Poteva essere diversamente? No. Ieri, in conferenza stampa alla Mole Vanvitelliana, Mauro Canil da Matelica ha parlato forte e chiaro ai presenti nell’esporre il suo progetto che mette al centro, meglio, al vertice della piramide, lo sviluppo senza se e senza ma del settore giovanile (Progetto Giovani del Territorio) con sei squadre che parteciperanno ai vari campionati nazionali. Ragazzi che preferibilmente verranno cercati sul territorio anconetano/marchigiano prima che altrove.  (Nella foto: il presidente Mauro Canil, l’assessore allo Sport di Ancona Andrea Guidotti, il presidente Stefano Marconi).

Poi, verrà l’interesse per la prima squadra con quelle promesse che tanto sono piaciute alla Curva Nord: la società si chiamerà AnconaMatelica, per poi diventare solo Ancona dalla seconda stagione, la maglia sarà biancorossa, avrà lo scudo del Cavaliere armato. «Mi piace molto il Cavaliere – ha sottolineato Canil, che ha comunque aggiunto con convinzione – Vengo ad Ancona ma non vi prometto nulla, faremo una squadra dignitosa e punteremo a restare nella categoria.
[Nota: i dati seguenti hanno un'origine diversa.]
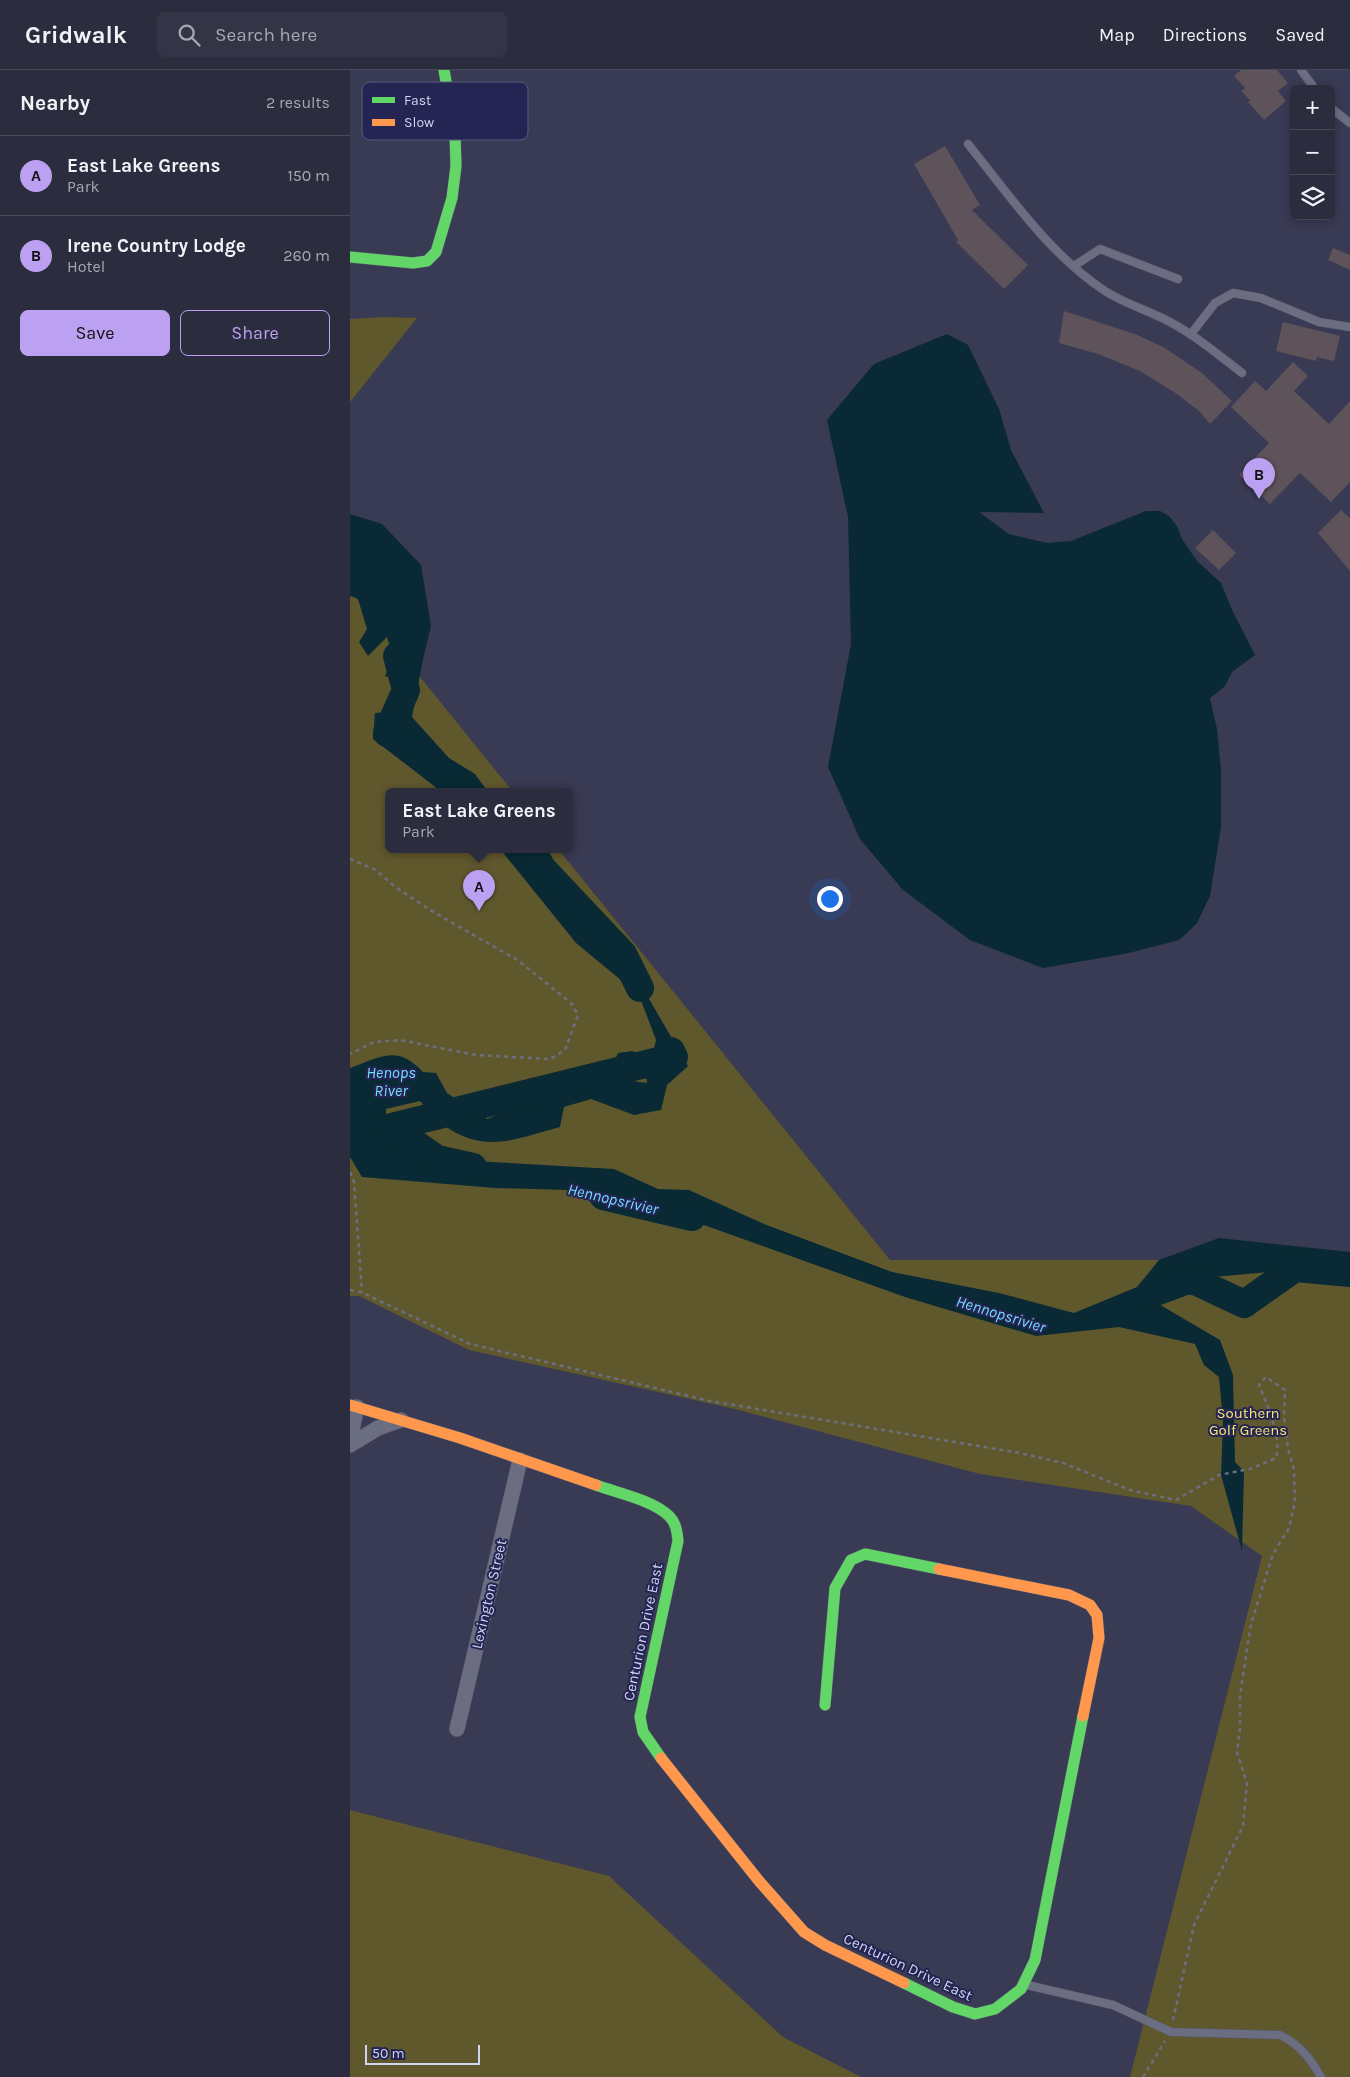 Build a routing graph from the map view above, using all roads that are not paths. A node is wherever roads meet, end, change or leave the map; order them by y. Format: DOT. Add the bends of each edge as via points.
graph roads {
  1 [pos="1301,70"];
  2 [pos="1313,85"];
  3 [pos="1335,111"];
  4 [pos="1350,123"];
  5 [pos="455,140"];
  6 [pos="968,144"];
  7 [pos="350,257"];
  8 [pos="1074,266"];
  9 [pos="1178,279"];
  10 [pos="1350,327"];
  11 [pos="1192,334"];
  12 [pos="1242,373"];
  13 [pos="353,1406"];
  14 [pos="402,1420"];
  15 [pos="350,1439"];
  16 [pos="350,1446"];
  17 [pos="520,1460"];
  18 [pos="825,1704"];
  19 [pos="457,1729"];
  20 [pos="1025,1984"];
  21 [pos="1321,2077"];
  1 -- 2 [label="lane"];
  3 -- 4 [label="lane"];
  5 -- 7 [label="street" via="452,198 436,252 427,260 413,264"];
  6 -- 8 [label="lane" via="1041,235"];
  8 -- 9 [label="lane" via="1100,249"];
  8 -- 11 [label="lane" via="1106,292"];
  10 -- 11 [label="lane" via="1319,322 1261,298 1233,293 1215,303"];
  11 -- 12 [label="lane"];
  13 -- 14 [label="street, Centurion Drive East"];
  13 -- 15 [label="street"];
  14 -- 16 [label="street" via="378,1428"];
  14 -- 17 [label="street, Centurion Drive East"];
  17 -- 19 [label="street, Lexington Street"];
  17 -- 20 [label="street, Centurion Drive East" via="649,1504 672,1518 678,1529 678,1541 640,1717 643,1732 657,1754 795,1924 825,1945 967,2012 975,2014 995,2008 1018,1993"];
  18 -- 20 [label="street, Centurion Drive East" via="835,1588 851,1560 865,1554 1070,1595 1090,1604 1098,1614 1099,1638 1049,1892 1035,1960"];
  20 -- 21 [label="lane" via="1112,2005 1171,2032 1280,2035 1296,2043 1310,2057"];
}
Tutto quello che verrà in più sarà ben accetto. Marconi ha promesso una sponsorizzazione per i prossimi 5 anni e noi punteremo a coinvolgere nel progetto le aziende del territorio».
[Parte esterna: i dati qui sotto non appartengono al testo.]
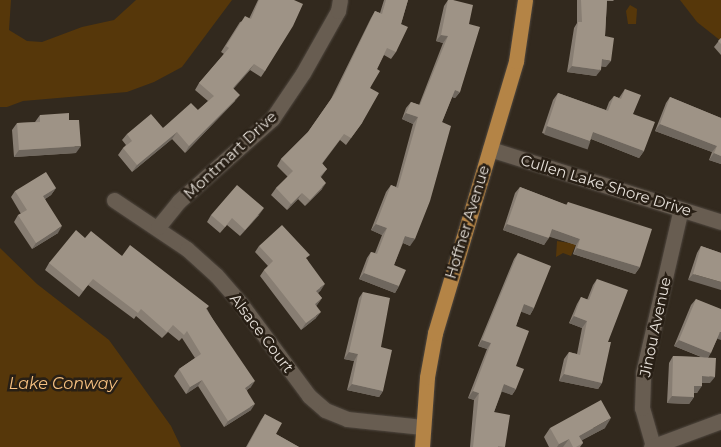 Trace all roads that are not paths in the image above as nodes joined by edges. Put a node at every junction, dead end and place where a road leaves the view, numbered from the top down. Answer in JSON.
{"nodes":[{"id":1,"x":340,"y":0,"type":"edge"},
{"id":2,"x":525,"y":0,"type":"edge"},
{"id":3,"x":490,"y":149,"type":"junction"},
{"id":4,"x":114,"y":200,"type":"dead end"},
{"id":5,"x":681,"y":208,"type":"junction"},
{"id":6,"x":721,"y":222,"type":"edge"},
{"id":7,"x":158,"y":227,"type":"junction"},
{"id":8,"x":721,"y":421,"type":"edge"},
{"id":9,"x":422,"y":427,"type":"junction"},
{"id":10,"x":422,"y":447,"type":"edge"},
{"id":11,"x":652,"y":447,"type":"edge"}],
"edges":[{"from":1,"to":7,"type":"street","name":"Montmart Drive"},
{"from":2,"to":3,"type":"main road","name":"Hoffner Avenue"},
{"from":3,"to":5,"type":"street","name":"Cullen Lake Shore Drive"},
{"from":3,"to":9,"type":"main road","name":"Hoffner Avenue"},
{"from":4,"to":7,"type":"street","name":"Alsace Court"},
{"from":5,"to":6,"type":"street","name":"Cullen Lake Shore Drive"},
{"from":5,"to":11,"type":"street","name":"Jinou Avenue"},
{"from":7,"to":9,"type":"street","name":"Alsace Court"},
{"from":8,"to":11,"type":"street"},
{"from":9,"to":10,"type":"main road","name":"Hoffner Avenue"}]} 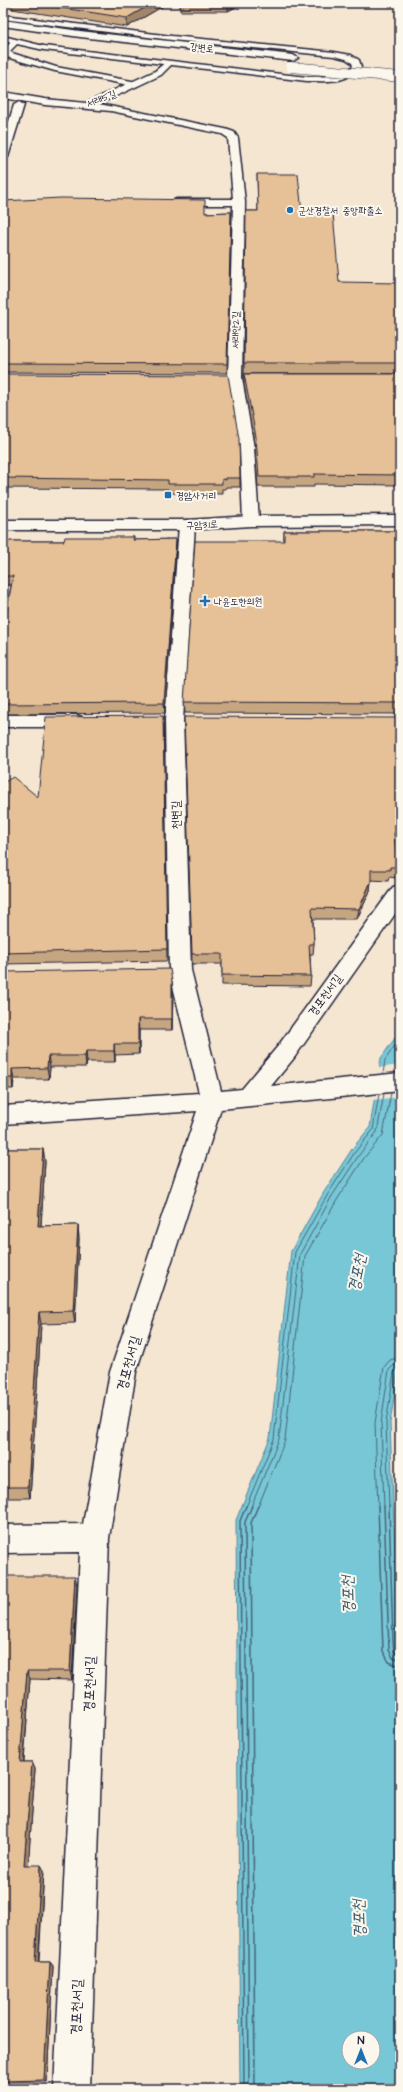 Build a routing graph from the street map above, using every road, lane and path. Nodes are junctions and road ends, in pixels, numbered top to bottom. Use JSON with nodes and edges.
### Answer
{"nodes":[{"id":1,"x":3,"y":17,"type":"edge"},
{"id":2,"x":3,"y":23,"type":"edge"},
{"id":3,"x":3,"y":31,"type":"edge"},
{"id":4,"x":3,"y":38,"type":"edge"},
{"id":5,"x":15,"y":42,"type":"junction"},
{"id":6,"x":189,"y":56,"type":"dead end"},
{"id":7,"x":212,"y":59,"type":"dead end"},
{"id":8,"x":292,"y":62,"type":"junction"},
{"id":9,"x":167,"y":64,"type":"junction"},
{"id":10,"x":400,"y":68,"type":"edge"},
{"id":11,"x":400,"y":77,"type":"edge"},
{"id":12,"x":134,"y":84,"type":"junction"},
{"id":13,"x":3,"y":95,"type":"edge"},
{"id":14,"x":3,"y":105,"type":"edge"},
{"id":15,"x":19,"y":105,"type":"junction"},
{"id":16,"x":88,"y":106,"type":"junction"},
{"id":17,"x":3,"y":156,"type":"edge"},
{"id":18,"x":168,"y":202,"type":"edge"},
{"id":19,"x":239,"y":202,"type":"junction"},
{"id":20,"x":219,"y":378,"type":"edge"},
{"id":21,"x":235,"y":378,"type":"junction"},
{"id":22,"x":250,"y":378,"type":"edge"},
{"id":23,"x":400,"y":520,"type":"edge"},
{"id":24,"x":251,"y":521,"type":"junction"},
{"id":25,"x":3,"y":525,"type":"edge"},
{"id":26,"x":187,"y":525,"type":"junction"},
{"id":27,"x":96,"y":720,"type":"edge"},
{"id":28,"x":3,"y":721,"type":"edge"},
{"id":29,"x":400,"y":892,"type":"edge"},
{"id":30,"x":400,"y":1082,"type":"edge"},
{"id":31,"x":249,"y":1097,"type":"junction"},
{"id":32,"x":212,"y":1101,"type":"junction"},
{"id":33,"x":3,"y":1115,"type":"edge"},
{"id":34,"x":96,"y":1538,"type":"junction"},
{"id":35,"x":3,"y":1539,"type":"edge"},
{"id":36,"x":72,"y":2089,"type":"edge"}],
"edges":[{"from":1,"to":9,"type":"lane"},
{"from":2,"to":8,"type":"street","name":"강변로"},
{"from":3,"to":6,"type":"street","name":"강변로"},
{"from":4,"to":5,"type":"lane"},
{"from":5,"to":9,"type":"lane"},
{"from":5,"to":12,"type":"lane"},
{"from":7,"to":8,"type":"street","name":"강변로"},
{"from":8,"to":10,"type":"street","name":"강변로"},
{"from":8,"to":11,"type":"street","name":"강변로","bridge":true},
{"from":9,"to":12,"type":"street","name":"서래5길"},
{"from":12,"to":16,"type":"street","name":"서래5길"},
{"from":13,"to":16,"type":"street"},
{"from":14,"to":15,"type":"street","name":"서래5길"},
{"from":15,"to":16,"type":"street","name":"서래5길"},
{"from":15,"to":17,"type":"street"},
{"from":16,"to":19,"type":"street","name":"서래안2길"},
{"from":18,"to":19,"type":"street"},
{"from":19,"to":21,"type":"street","name":"서래안2길"},
{"from":20,"to":21,"type":"street"},
{"from":21,"to":22,"type":"street"},
{"from":21,"to":24,"type":"street","name":"서래안2길"},
{"from":23,"to":24,"type":"street","name":"구암3.1로"},
{"from":24,"to":26,"type":"street","name":"구암3.1로"},
{"from":25,"to":26,"type":"street","name":"구암3.1로"},
{"from":26,"to":32,"type":"street","name":"천변길"},
{"from":27,"to":28,"type":"street"},
{"from":29,"to":31,"type":"street","name":"경포천서길"},
{"from":30,"to":31,"type":"street"},
{"from":31,"to":32,"type":"street"},
{"from":32,"to":33,"type":"street"},
{"from":32,"to":34,"type":"street","name":"경포천서길"},
{"from":34,"to":35,"type":"street"},
{"from":34,"to":36,"type":"street","name":"경포천서길"}]}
Questo era ciò che il mondo del pallone dorico voleva sentirsi dire, e questo Canil gli ha detto. Servito con lucidità, decisione, convinzione, esperienza (per lui parlano i suoi trascorsi e l’apprezzamento che si porta dietro). L’uomo è sembrato degno, serio, credibile, onesto. Il Presidente lo scopriremo man mano, con la convinzione che nessuno prova  a fare calcio solo per gettare soldi dalla finestra. Qualche tornaconto dovrà averlo pure lui. E se lo sai gestire bene il settore giovanile un tornaconto te lo dà.

Prossime tappe del nuovo progetto: entro il 28 giugno, iscrizione della prima squadra al campionato; entro il 15 luglio cambio nome della società con atto notarile. Punti fermi: la dirigenza resterà quella del Matelica con moglie, figlio e dirigenti vari quasi tutti al femminile. L’allenatore sarà quello del Matelica. Previsto qualche inserimento di figure anconetane.

In chiusura un invito a una riflessione che non vuol significare nulla. Semplicemente, una citazione passata per la mente senza riferimenti a chicchesia. È firmata Massimo D’Azeglio: “Saper campare del proprio, poco o molto che sia, è la prima garanzia di una vita onorata e tranquilla. Quando, invece, si comincia a vivere dell’altrui, addio tranquillità e purtroppo non di rado, addio onore”.